Ознакомительная версия.
Можно ли, однако, утверждать, что вне понятий этого круга существенных предметов для изучения в плане Begriffsgeschichte не существует? Думается, такие ограничения были бы не только контрпродуктивными, но и противоречащими внутренней конструкции данной области. Концептуализирование истории в различные эпохи апеллировало отнюдь не только к темпоральности как таковой, но к понятиям, имманентной темпоральностью не обладающим. До Нового времени история двигалась к Страшному Суду, так что ее темпоральность могла поглощаться эсхатологичностью (см. [Koselleck 2004: 232]). Это означает, что для человека поздней античности, или Средних веков, или – ограничиваясь неэлитарной частью населения – раннего Нового времени спасение было никак не менее важной категорией, чем время, так что понятие истории соприкасалось с такими «неисторическими» понятиями, как спасение, грех, покаяние, страх, смирение и т. п. Провести содержательную границу между понятиями, определявшими культурное сознание многих поколений, и понятиями, на которых покоилось историческое сознание, не кажется возможным: история – это часть культуры, и культура – это часть истории.
Можно, конечно, возразить, что такой подход абсолютизирует культуру, которая представляет собой еще более расплывчатую категорию, чем история, которую абсолютизирует Козеллек. Однако в данном случае терминологические дискуссии сводятся к перебору слов и вряд ли приводят к прояснению смысла.
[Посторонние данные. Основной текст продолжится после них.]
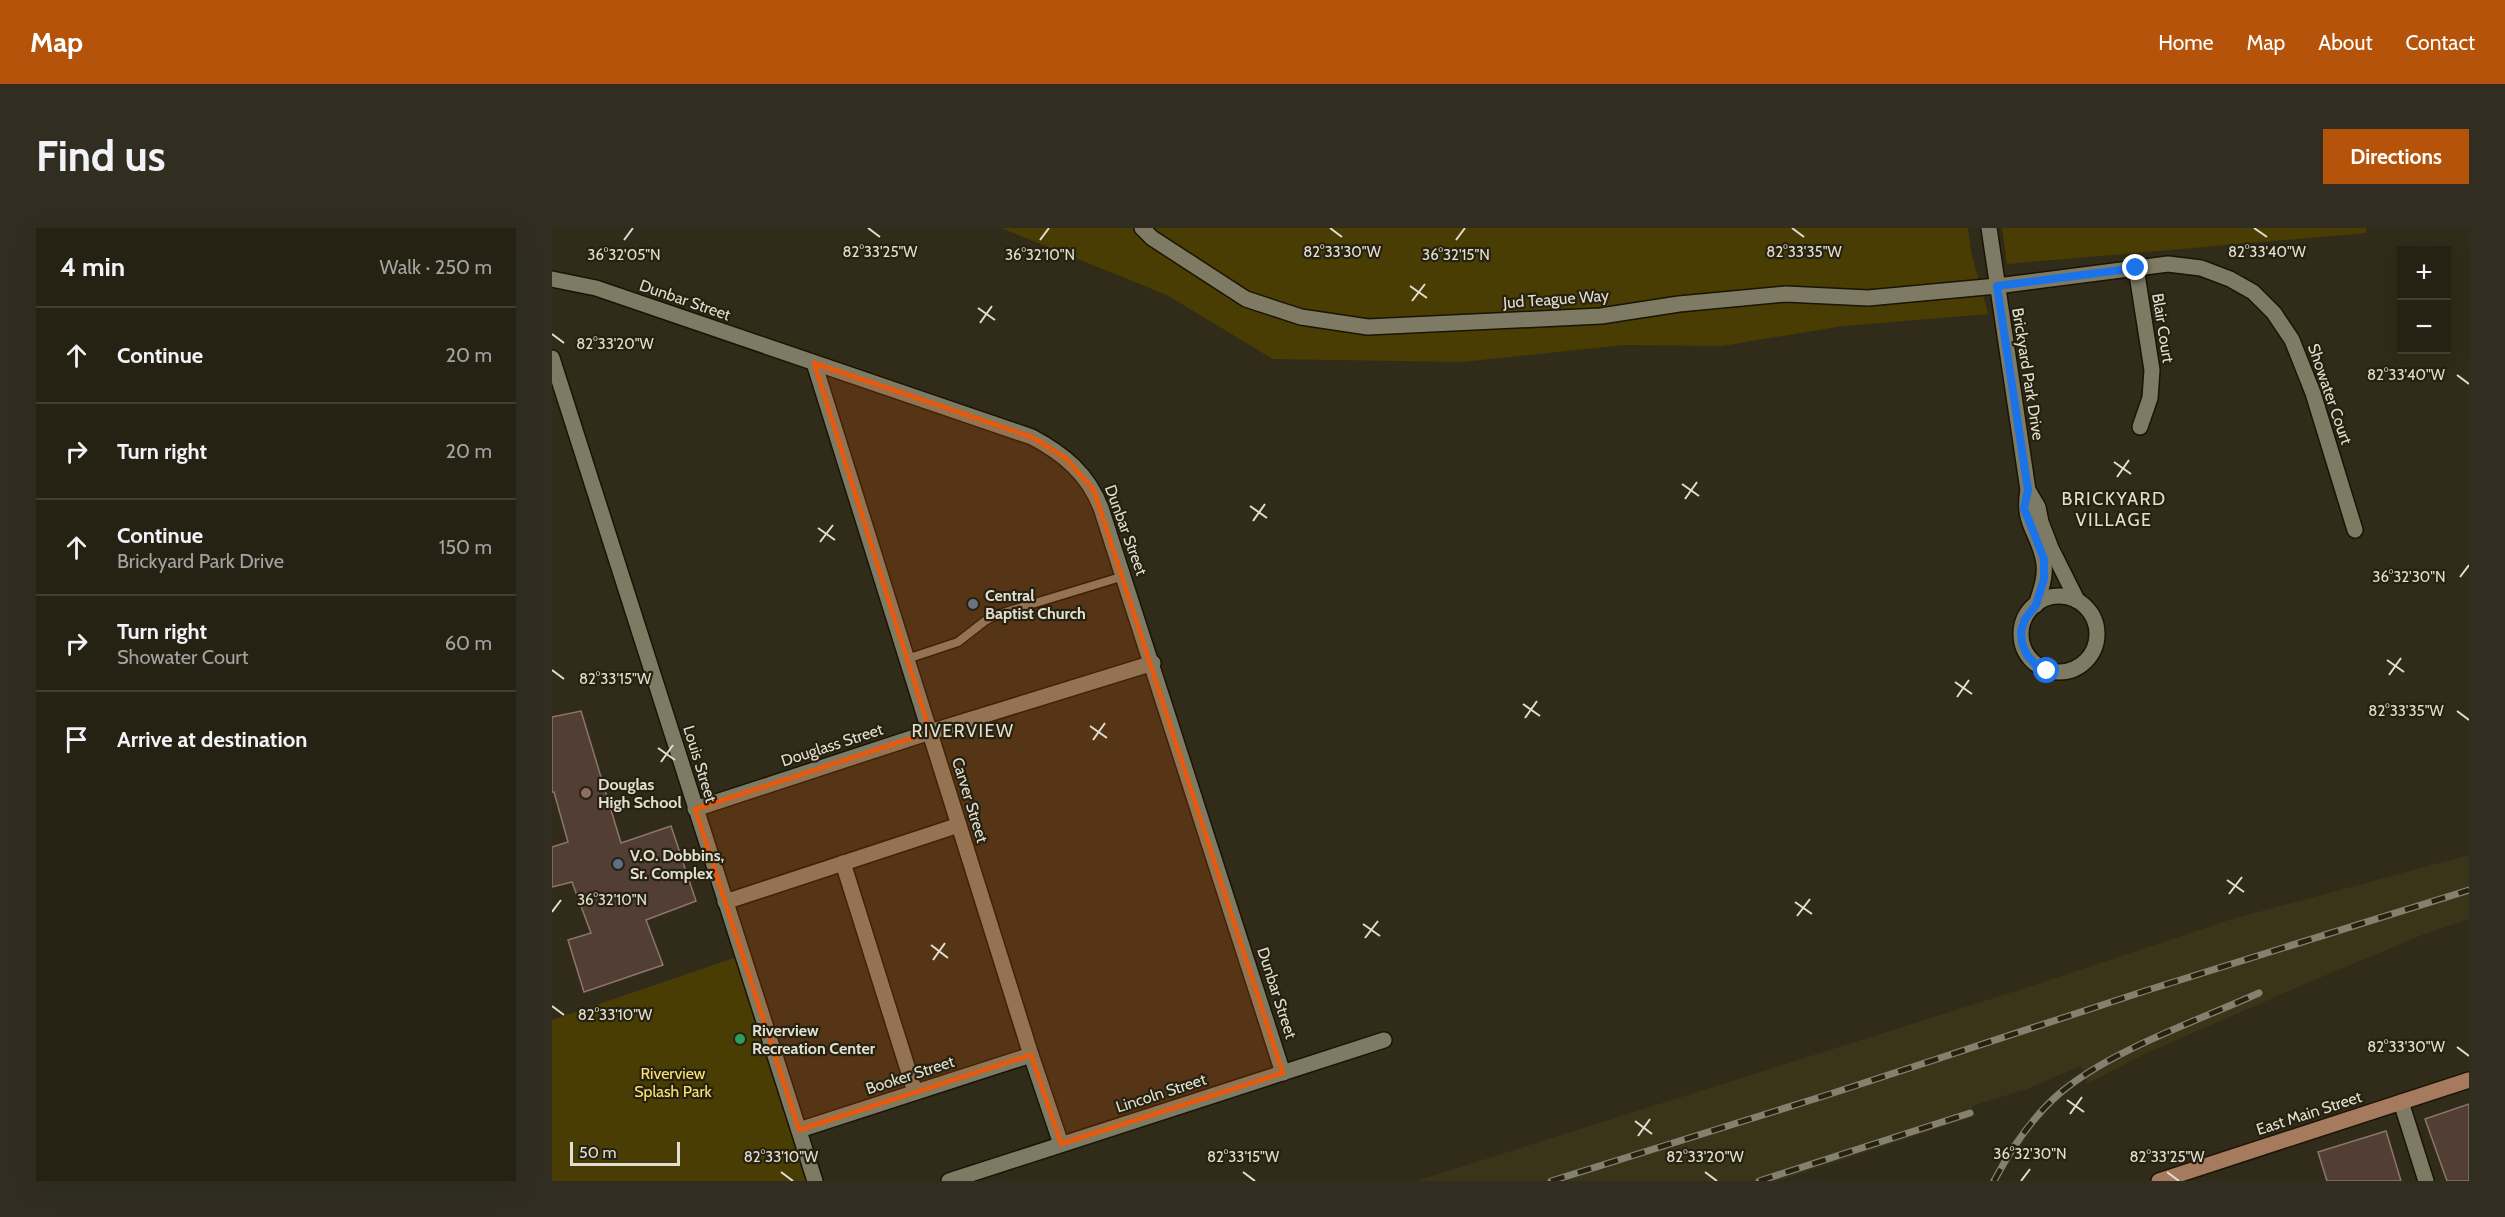 <!DOCTYPE html>
<meta charset="utf-8">
<style>
body{margin:0;font-family:Cabin,sans-serif;background:#312e21;color:#f1f3f6}
.controls{position:absolute;right:18px;top:18px;display:grid;overflow:hidden;border-radius:0px;box-shadow:0 6px 24px #0002}
.controls button{width:54px;height:54px;display:grid;place-items:center;padding:0;border:0;border-bottom:2px solid #423e33;background:#252113;color:#f1f3f6;font:30px sans-serif}
.scale{position:absolute;left:18px;bottom:15px;width:110px;box-sizing:border-box;padding-left:6px;border:3px solid #e1ded2;border-top:0;font-size:16px;line-height:21px;white-space:nowrap;color:#e1ded2;-webkit-text-stroke:4px #27220f;paint-order:stroke}
.stop{position:absolute;width:18px;height:18px;margin:-14px;border:4px solid #1a73e8;border-radius:50%;background:#fff}
.stop.end{background:#1a73e8;border-color:#fff;box-shadow:0 2px 6px #0008}
.list{margin:0;padding:0;list-style:none}
h2{display:flex;justify-content:space-between;align-items:center;height:78px;margin:0;padding:0 24px;font-size:26px}
h2 small{font-size:20px;font-weight:400;color:#a3a3a0}
.list li{display:grid;grid-template-columns:39px 1fr auto;gap:18px;align-items:center;box-sizing:border-box;height:96px;padding:0 24px;border-top:2px solid #423e33}
.list b{display:block;font-size:22px;white-space:nowrap}
.list p{margin:0;font-size:20px;white-space:nowrap;color:#a3a3a0}
.list em{font-size:20px;font-style:normal;color:#a3a3a0}
.icon{flex:none;width:33px;height:33px;fill:none;stroke:currentColor;stroke-width:2;stroke-linecap:round;stroke-linejoin:round}
.map{position:relative;flex:none;width:1917px;height:953px;overflow:hidden;border-radius:0px}
header{display:flex;align-items:center;gap:36px;box-sizing:border-box;height:84px;padding:0 30px;background:#b45309;color:#fff}
header strong{font-size:28px}
nav{display:flex;gap:33px;margin-inline-start:auto;font-size:21px}
.intro{display:flex;align-items:center;justify-content:space-between;box-sizing:border-box;height:144px;padding:0 36px}
h1{margin:0;font-size:42px}
.button{padding:15px 27px;border-radius:0px;background:#b45309;color:#fff;font-size:21px;font-weight:700}
main{display:flex;gap:36px;padding:0 36px}
aside{flex:1;background:#252113;border-radius:0px;box-shadow:0 6px 24px #0002}
.map>svg:first-child{display:block}
.built{fill:#3a3419}
.green{fill:#4a3d03}
.building{fill:#523e35;stroke:#8c756b;stroke-width:1.5}
.lines{fill:none;stroke-linecap:round;stroke-linejoin:round}
.service-casing{stroke:#191403;stroke-width:11}
.minor-casing{stroke:#191403;stroke-width:18}
.tertiary-casing{stroke:#191403;stroke-width:18}
.secondary-casing{stroke:#191403;stroke-width:18}
.service{stroke:#7f7a64;stroke-width:8}
.minor{stroke:#7f7a64;stroke-width:15}
.tertiary{stroke:#7f7a64;stroke-width:15}
.secondary{stroke:#a57a5e;stroke-width:15}
.rail-casing{stroke:#858171;stroke-width:7}
.rail{stroke:#27220f;stroke-width:4.5;stroke-dasharray:14;stroke-linecap:butt}
.route{stroke:#1a73e8;stroke-width:8}
.marked{fill:#e8590c;fill-opacity:0.2;stroke:#e8590c;stroke-width:4.5;stroke-linejoin:round}
.ticks{fill:none;stroke:#e1ded2;stroke-width:2}
.worship-dot{fill:#6b7280;stroke:#27220f;stroke-width:2}
.education-dot{fill:#8d6e63;stroke:#27220f;stroke-width:2}
.service-dot{fill:#5c6f8a;stroke:#27220f;stroke-width:2}
.leisure-dot{fill:#2e9e5b;stroke:#27220f;stroke-width:2}
.labels{text-anchor:middle;dominant-baseline:central;stroke-width:4.5;stroke-linejoin:round;paint-order:stroke}
.street-label{font-size:16px;fill:#e1ded2;stroke:#27220f}
.poi-label{font-size:16px;font-weight:bold;fill:#e1ded2;stroke:#27220f;text-anchor:start}
.park-label{font-size:16px;fill:#fce179;stroke:#27220f}
.neighbourhood-label{font-size:18px;letter-spacing:1.5px;fill:#e1ded2;stroke:#27220f}
.ticks-label{font-size:15px;text-anchor:middle;fill:#e1ded2;stroke:#27220f;stroke-width:4.5;stroke-linejoin:round;paint-order:stroke}
</style>
<header>
<strong>Map</strong>
<nav><a>Home</a><a>Map</a><a>About</a><a>Contact</a></nav>
</header>
<div class="intro"><h1>Find us</h1><a class="button">Directions</a></div>
<main>
<aside>
<h2>4 min<small>Walk · 250 m</small></h2>
<ul class="list">
<li><svg class="icon" aria-label="ahead" viewBox="0 0 24 24"><path d="M12 20V5M6 11l6-6 6 6"/></svg><div><b>Continue</b></div><em>20 m</em></li>
<li><svg class="icon" aria-label="right" viewBox="0 0 24 24"><path d="M7 20v-9h11M14 6l5 5-5 5"/></svg><div><b>Turn right</b></div><em>20 m</em></li>
<li><svg class="icon" aria-label="ahead" viewBox="0 0 24 24"><path d="M12 20V5M6 11l6-6 6 6"/></svg><div><b>Continue</b><p>Brickyard Park Drive</p></div><em>150 m</em></li>
<li><svg class="icon" aria-label="right" viewBox="0 0 24 24"><path d="M7 20v-9h11M14 6l5 5-5 5"/></svg><div><b>Turn right</b><p>Showater Court</p></div><em>60 m</em></li>
<li><svg class="icon" aria-label="arrive" viewBox="0 0 24 24"><path d="M6 21V4h12l-3 4 3 4H6"/></svg><div><b>Arrive at destination</b></div></li>
</ul>
</aside>
<div class="map">
<svg width="1917" height="953" viewBox="0 0 1917 953">
<rect width="100%" height="100%" fill="#312c19"/>
<path class="built" d="M 1917,627 L 1917,691 L 1870,707 L 1753,756 L 1595,825 L 1535,856 L 1529,838 L 1475,861 L 1420,878 L 1423,888 L 1226,953 L 864,953 L 1467,762 L 1680,691 Z"/>
<g class="green">
<path d="M 449,0 L 1416,0 L 1419,24 L 1436,86 L 1290,98 L 1170,118 L 1072,117 L 910,134 L 721,131 L 615,67 Z"/>
<path d="M 1450,0 L 1814,0 L 1814,5 L 1455,36 Z"/>
<path d="M 185,729 L 254,953 L 0,953 L 0,792 Z"/>
</g>
<g class="building">
<path d="M 29,483 L 69,615 L 119,598 L 144,673 L 94,692 L 111,737 L 32,764 L 16,712 L 39,705 L 20,654 L 0,659 L 0,619 L 16,614 L 2,564 L 0,564 L 0,489 Z"/>
<path d="M 1917,876 L 1917,953 L 1895,953 L 1873,891 Z"/>
<path d="M 1834,903 L 1849,953 L 1775,953 L 1766,924 Z"/>
</g>
<g class="lines">
<defs>
<path id="service" d="M 355,431 L 406,414 L 433,393 L 444,387 L 572,348"/>
<g id="minor">
<path d="M 590,0 L 600,10 L 694,71 L 749,89 L 816,99 L 1049,88 L 1127,76 L 1234,66 L 1316,70 L 1445,58 L 1616,36 L 1649,40 L 1678,51 L 1701,64 L 1722,85 L 1740,112 L 1761,165 L 1803,302"/>
<path d="M 1584,40 L 1600,142 L 1598,170 L 1588,199"/>
<path d="M 0,51 L 44,60 L 480,209 C 512,226 536,246 549,280 L 731,845"/>
<path d="M 0,130 L 263,953"/>
<path d="M 262,135 L 479,827 L 509,916"/>
<path d="M 143,581 L 378,504 L 601,435"/>
<path d="M 291,635 L 363,864"/>
<path d="M 173,674 L 407,597"/>
<path d="M 1849,874 L 1874,953"/>
<path d="M 247,902 L 479,827"/>
</g>
<g id="tertiary">
<path d="M 1437,0 L 1476,262 C 1470,295 1485,302 1491,330 C 1495,346 1489,362 1484,377"/>
<path d="M 1476,262 L 1486,279 L 1489,294 L 1499,320 L 1525,372"/>
<circle cx="1507" cy="406" r="38"/>
<path d="M 397,953 L 832,812"/>
</g>
<path id="secondary" d="M 1607,953 L 1917,852"/>
</defs>
<use href="#service" class="service-casing"/>
<use href="#minor" class="minor-casing"/>
<use href="#tertiary" class="tertiary-casing"/>
<use href="#secondary" class="secondary-casing"/>
<use href="#service" class="service"/>
<use href="#minor" class="minor"/>
<use href="#tertiary" class="tertiary"/>
<use href="#secondary" class="secondary"/>
<defs>
<g id="rail">
<path d="M 999,953 L 1275,867 L 1596,762 L 1917,662"/>
<path d="M 1207,953 L 1418,885"/>
<path d="M 1442,953 C 1459,921 1480,889 1508,865 C 1559,822 1645,793 1707,765"/>
</g>
</defs>
<use href="#rail" class="rail-casing"/>
<use href="#rail" class="rail"/>
</g>
<g class="lines">
<path class="route" d="M 1495,443 L 1484,437 L 1475,427 L 1470,415 L 1469,403 L 1473,391 L 1484,377 L 1492,351 L 1492,331 L 1472,280 L 1476,262 L 1445,58 L 1584,40"/>
</g>
<path class="marked" d="M 262,135 L 480,209 L 514,230 L 542,262 L 731,845 L 509,916 L 479,827 L 247,902 L 143,581 L 378,504 Z"/>
<path class="ticks" d="M 316,0 L 328,9M 778,0 L 790,9M 1240,0 L 1252,9M 1702,0 L 1715,9M 72,12 L 81,0M 488,12 L 497,0M 904,12 L 913,0M 858,58 L 875,70M 860,73 L 873,56M 426,80 L 443,92M 428,95 L 440,78M 0,106 L 12,115M 1905,147 L 1917,156M 1562,234 L 1579,246M 1565,249 L 1577,232M 1130,256 L 1147,268M 1133,271 L 1145,254M 698,278 L 715,290M 701,293 L 713,276M 266,300 L 283,312M 268,314 L 281,297M 1908,349 L 1917,337M 1835,432 L 1852,444M 0,442 L 12,451M 1837,447 L 1849,430M 1403,454 L 1420,466M 1405,469 L 1417,452M 971,476 L 988,488M 1905,483 L 1917,492M 973,490 L 985,473M 538,498 L 555,510M 541,512 L 553,495M 106,520 L 123,532M 109,534 L 121,517M 1675,652 L 1692,664M 1677,666 L 1690,649M 1243,674 L 1260,686M 0,684 L 9,672M 1245,688 L 1258,671M 811,696 L 828,708M 813,710 L 826,693M 379,717 L 396,730M 381,732 L 393,715M 0,778 L 12,787M 1905,819 L 1917,828M 1515,872 L 1532,884M 1518,886 L 1530,869M 1083,893 L 1100,906M 1086,908 L 1098,891M 229,944 L 241,953M 691,944 L 703,953M 1153,944 L 1165,953M 1615,944 L 1627,953M 1469,953 L 1478,941"/>
<circle class="worship-dot" cx="421" cy="376" r="6"/>
<circle class="education-dot" cx="34" cy="565" r="6"/>
<circle class="service-dot" cx="66" cy="636" r="6"/>
<circle class="leisure-dot" cx="188" cy="811" r="6"/>
<g class="labels">
<g class="street-label">
<text transform="translate(1004 71) rotate(-4)">Jud Teague Way</text>
<text transform="translate(133 72) rotate(19)">Dunbar Street</text>
<text transform="translate(1611 100) rotate(81)">Blair Court</text>
<text transform="translate(1476 146) rotate(81)">Brickyard Park Drive</text>
<text transform="translate(1778 166) rotate(71)">Showater Court</text>
<text transform="translate(574 302) rotate(70)">Dunbar Street</text>
<text transform="translate(280 517) rotate(-18)">Douglass Street</text>
<text transform="translate(148 536) rotate(73)">Louis Street</text>
<text transform="translate(418 572) rotate(73)">Carver Street</text>
<text transform="translate(725 765) rotate(72)">Dunbar Street</text>
<text transform="translate(358 847) rotate(-18)">Booker Street</text>
<text transform="translate(609 865) rotate(-18)">Lincoln Street</text>
<text transform="translate(1757 885) rotate(-18)">East Main Street</text>
</g>
<g class="poi-label">
<text x="433" y="367">Central<tspan x="433" dy="18">Baptist Church</tspan></text>
<text x="46" y="556">Douglas<tspan x="46" dy="18">High School</tspan></text>
<text x="78" y="627">V.O. Dobbins,<tspan x="78" dy="18">Sr. Complex</tspan></text>
<text x="200" y="802">Riverview<tspan x="200" dy="18">Recreation Center</tspan></text>
</g>
<g class="park-label">
<text x="121" y="845">Riverview<tspan x="121" dy="18">Splash Park</tspan></text>
</g>
<g class="neighbourhood-label">
<text x="1562" y="271">BRICKYARD<tspan x="1562" dy="21">VILLAGE</tspan></text>
<text x="411" y="503">RIVERVIEW</text>
</g>
</g>
<g class="ticks-label">
<text x="1715" y="29">82°33'40"W</text>
<text x="328" y="29">82°33'25"W</text>
<text x="1252" y="29">82°33'35"W</text>
<text x="790" y="29">82°33'30"W</text>
<text x="488" y="32">36°32'10"N</text>
<text x="904" y="32">36°32'15"N</text>
<text x="72" y="32">36°32'05"N</text>
<text x="63" y="121">82°33'20"W</text>
<text x="1854" y="152">82°33'40"W</text>
<text x="1857" y="354">36°32'30"N</text>
<text x="63" y="456">82°33'15"W</text>
<text x="1854" y="488">82°33'35"W</text>
<text x="60" y="677">36°32'10"N</text>
<text x="63" y="792">82°33'10"W</text>
<text x="1854" y="824">82°33'30"W</text>
<text x="1478" y="931">36°32'30"N</text>
<text x="229" y="934">82°33'10"W</text>
<text x="691" y="934">82°33'15"W</text>
<text x="1153" y="934">82°33'20"W</text>
<text x="1615" y="934">82°33'25"W</text>
</g>
</svg>
<div class="controls">
<button>+</button>
<button>−</button>
</div>
<div class="scale">50 m</div>
<div class="stop" style="left:1495px;top:443px"></div>
<div class="stop end" style="left:1584px;top:40px"></div>
</div>
</main>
Мы можем, не вдаваясь в возникающие апории, определить культуру как совокупность наследуемых (т. е. мемориализируемых) дискурсивных, социальных, религиозных, эстетических и познавательных практик, изменяющихся (т. е. приобретающих историческую проекцию) в процессе наследования. История и есть выстраиваемый сознанием ряд таких изменений, то динамическое бытие, в котором эти практики осуществляются. Эти образующие порочный круг определения достаточны для того, чтобы уяснить, чем мы занимаемся, и, в частности, расширить область истории понятий от понятий «исторических» к понятиям «культурным». Последняя категория, очевидным образом, внутренне тавтологична, поскольку невозможно помыслить существование «вне-культурных» понятий. Можно было бы даже сказать, что история понятий – это история культуры, рассматриваемая как динамическая вербальная деятельность и раскрываемая через историю слов (языка), артикулирующих понятийную сферу (ср. [Thiergen 2006: XXVI–XXVII]).
Такой подход к истории понятий оказывается несомненно шагом в сторону от «Begriffsgeschichte in strengem Sinn» в представлении П. Тиргена, однако он кажется более гибким, открывающим перспективы для большего разнообразия исследований и, надо надеяться, более плодотворным. Вместе с тем он, следует думать, более приспособлен к русистике, поскольку в русской дискурсивной истории – еще в большей степени, чем в дискурсивной истории многих европейских языков – социально-историческая сфера крайне нечетко отделена от сферы христианско-религиозной, с одной стороны, и народно-магической – с другой. При таком подходе (к его преимуществам мы еще вернемся ниже) русская история понятий оказывается наделенной достаточно богатой (пред)историей. Я имею в виду прежде всего работы В. В. Виноградова по истории слов. Стоит напомнить, что Виноградов отнюдь не был провинциальным советским языковедом. В 1920–1930-е годы он был в целом в курсе развития европейской гуманитарной мысли, в частности через работы упоминавшегося выше Г. Г. Шпета, и скорее отдавал себе отчет в значении истории слов для истории общества (хотя его больше интересовали собственно лингвистические и стилистические аспекты лексикологии), ср. его наблюдения над историей слов декадент, декадентство, интеллигенция, кисейная барышня, отщепенец и т. д. [Виноградов 1994: 135–137, 227–229, 243–245, 428–430] [1]. Эта линия исследований была продолжена до известной степени Ю. С. Сорокиным (см. [Сорокин 1965]) и в особенности в некоторых работах А. А. Алексеева, в полной мере заинтересованного проблемой соотношения лексических и социальных изменений (см. [Алексеев 1978]).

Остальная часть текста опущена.